Dataset entries:
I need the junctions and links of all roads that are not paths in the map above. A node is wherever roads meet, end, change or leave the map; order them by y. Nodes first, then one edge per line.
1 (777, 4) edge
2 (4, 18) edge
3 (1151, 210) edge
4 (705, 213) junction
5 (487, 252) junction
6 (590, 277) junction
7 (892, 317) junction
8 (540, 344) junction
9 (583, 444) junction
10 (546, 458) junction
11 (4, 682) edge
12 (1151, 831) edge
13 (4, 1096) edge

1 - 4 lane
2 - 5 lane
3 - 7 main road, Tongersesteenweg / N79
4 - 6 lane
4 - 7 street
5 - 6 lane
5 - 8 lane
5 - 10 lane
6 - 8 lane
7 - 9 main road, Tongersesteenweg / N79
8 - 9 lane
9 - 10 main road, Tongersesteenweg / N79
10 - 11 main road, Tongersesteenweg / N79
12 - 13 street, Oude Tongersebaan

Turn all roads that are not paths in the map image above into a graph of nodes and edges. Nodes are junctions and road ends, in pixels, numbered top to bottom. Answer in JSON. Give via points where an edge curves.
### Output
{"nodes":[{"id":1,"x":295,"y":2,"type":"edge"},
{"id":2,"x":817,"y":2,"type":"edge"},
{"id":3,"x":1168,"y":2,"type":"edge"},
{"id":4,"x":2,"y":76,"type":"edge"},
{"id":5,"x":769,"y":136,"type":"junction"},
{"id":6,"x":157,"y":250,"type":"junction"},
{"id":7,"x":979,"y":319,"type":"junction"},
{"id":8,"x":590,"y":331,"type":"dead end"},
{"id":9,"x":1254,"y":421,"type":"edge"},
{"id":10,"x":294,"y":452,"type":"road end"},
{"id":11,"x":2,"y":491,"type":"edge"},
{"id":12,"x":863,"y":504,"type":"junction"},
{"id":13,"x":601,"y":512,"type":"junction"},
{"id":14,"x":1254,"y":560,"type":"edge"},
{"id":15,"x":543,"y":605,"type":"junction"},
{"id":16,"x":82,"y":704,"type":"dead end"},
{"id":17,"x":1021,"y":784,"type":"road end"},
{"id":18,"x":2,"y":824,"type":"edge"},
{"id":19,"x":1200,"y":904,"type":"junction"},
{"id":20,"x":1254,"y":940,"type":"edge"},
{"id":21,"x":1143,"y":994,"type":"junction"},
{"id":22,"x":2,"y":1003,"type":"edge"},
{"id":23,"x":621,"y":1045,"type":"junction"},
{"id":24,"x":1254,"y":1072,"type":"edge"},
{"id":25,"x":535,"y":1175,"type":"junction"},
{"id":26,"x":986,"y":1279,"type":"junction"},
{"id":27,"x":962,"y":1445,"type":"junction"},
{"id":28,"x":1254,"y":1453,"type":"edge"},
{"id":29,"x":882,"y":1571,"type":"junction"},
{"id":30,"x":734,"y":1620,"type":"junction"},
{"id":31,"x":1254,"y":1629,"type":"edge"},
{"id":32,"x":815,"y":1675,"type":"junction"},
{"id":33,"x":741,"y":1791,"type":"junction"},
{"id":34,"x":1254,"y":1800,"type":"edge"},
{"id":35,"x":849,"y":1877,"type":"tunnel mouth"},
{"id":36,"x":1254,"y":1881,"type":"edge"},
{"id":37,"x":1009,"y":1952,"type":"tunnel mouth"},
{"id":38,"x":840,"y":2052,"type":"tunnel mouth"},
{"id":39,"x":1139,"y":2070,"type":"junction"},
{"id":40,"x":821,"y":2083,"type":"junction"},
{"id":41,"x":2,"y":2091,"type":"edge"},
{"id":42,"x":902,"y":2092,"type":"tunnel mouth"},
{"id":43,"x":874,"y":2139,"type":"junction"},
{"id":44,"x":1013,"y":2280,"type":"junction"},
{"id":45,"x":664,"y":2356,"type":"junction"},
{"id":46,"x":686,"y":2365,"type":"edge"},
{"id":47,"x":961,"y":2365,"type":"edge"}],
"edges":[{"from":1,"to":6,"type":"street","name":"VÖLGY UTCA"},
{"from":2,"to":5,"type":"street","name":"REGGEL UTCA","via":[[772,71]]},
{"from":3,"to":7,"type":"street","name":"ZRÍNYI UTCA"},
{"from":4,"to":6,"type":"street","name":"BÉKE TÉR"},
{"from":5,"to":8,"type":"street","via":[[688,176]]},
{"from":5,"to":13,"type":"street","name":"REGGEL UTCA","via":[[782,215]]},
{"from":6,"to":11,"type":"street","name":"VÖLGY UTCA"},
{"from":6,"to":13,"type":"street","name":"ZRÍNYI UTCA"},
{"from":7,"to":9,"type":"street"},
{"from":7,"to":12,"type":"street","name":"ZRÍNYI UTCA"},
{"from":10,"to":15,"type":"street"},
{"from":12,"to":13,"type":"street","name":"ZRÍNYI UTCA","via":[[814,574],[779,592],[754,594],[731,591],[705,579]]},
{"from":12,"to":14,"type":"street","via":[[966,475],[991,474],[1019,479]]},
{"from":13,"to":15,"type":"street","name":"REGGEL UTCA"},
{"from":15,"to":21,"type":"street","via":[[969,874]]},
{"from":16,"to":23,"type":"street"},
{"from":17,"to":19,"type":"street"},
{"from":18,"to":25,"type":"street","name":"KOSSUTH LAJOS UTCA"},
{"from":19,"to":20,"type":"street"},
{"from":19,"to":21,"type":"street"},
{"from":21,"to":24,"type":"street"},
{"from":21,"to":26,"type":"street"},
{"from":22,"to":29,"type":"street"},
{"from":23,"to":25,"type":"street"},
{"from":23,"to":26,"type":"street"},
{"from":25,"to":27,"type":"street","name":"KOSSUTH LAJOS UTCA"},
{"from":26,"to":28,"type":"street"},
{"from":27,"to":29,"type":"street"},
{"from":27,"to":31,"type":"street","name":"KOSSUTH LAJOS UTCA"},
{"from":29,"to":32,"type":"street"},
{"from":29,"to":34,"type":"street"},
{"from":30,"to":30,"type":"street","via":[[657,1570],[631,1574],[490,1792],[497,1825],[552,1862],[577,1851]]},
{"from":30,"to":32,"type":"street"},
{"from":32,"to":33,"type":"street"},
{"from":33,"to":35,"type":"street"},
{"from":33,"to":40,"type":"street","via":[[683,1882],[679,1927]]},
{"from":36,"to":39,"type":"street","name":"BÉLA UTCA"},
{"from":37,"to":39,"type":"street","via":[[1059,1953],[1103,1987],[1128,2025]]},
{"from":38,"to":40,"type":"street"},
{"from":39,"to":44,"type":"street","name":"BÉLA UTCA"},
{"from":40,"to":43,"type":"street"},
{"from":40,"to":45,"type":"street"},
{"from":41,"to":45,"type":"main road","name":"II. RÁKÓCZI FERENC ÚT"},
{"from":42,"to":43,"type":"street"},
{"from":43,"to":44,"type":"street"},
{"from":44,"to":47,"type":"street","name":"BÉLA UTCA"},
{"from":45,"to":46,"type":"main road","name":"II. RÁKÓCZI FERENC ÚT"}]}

Description of the task => Look through the entries above; copy every line holding the string "dead".

Exercise solution =>
{"id":8,"x":590,"y":331,"type":"dead end"},
{"id":16,"x":82,"y":704,"type":"dead end"},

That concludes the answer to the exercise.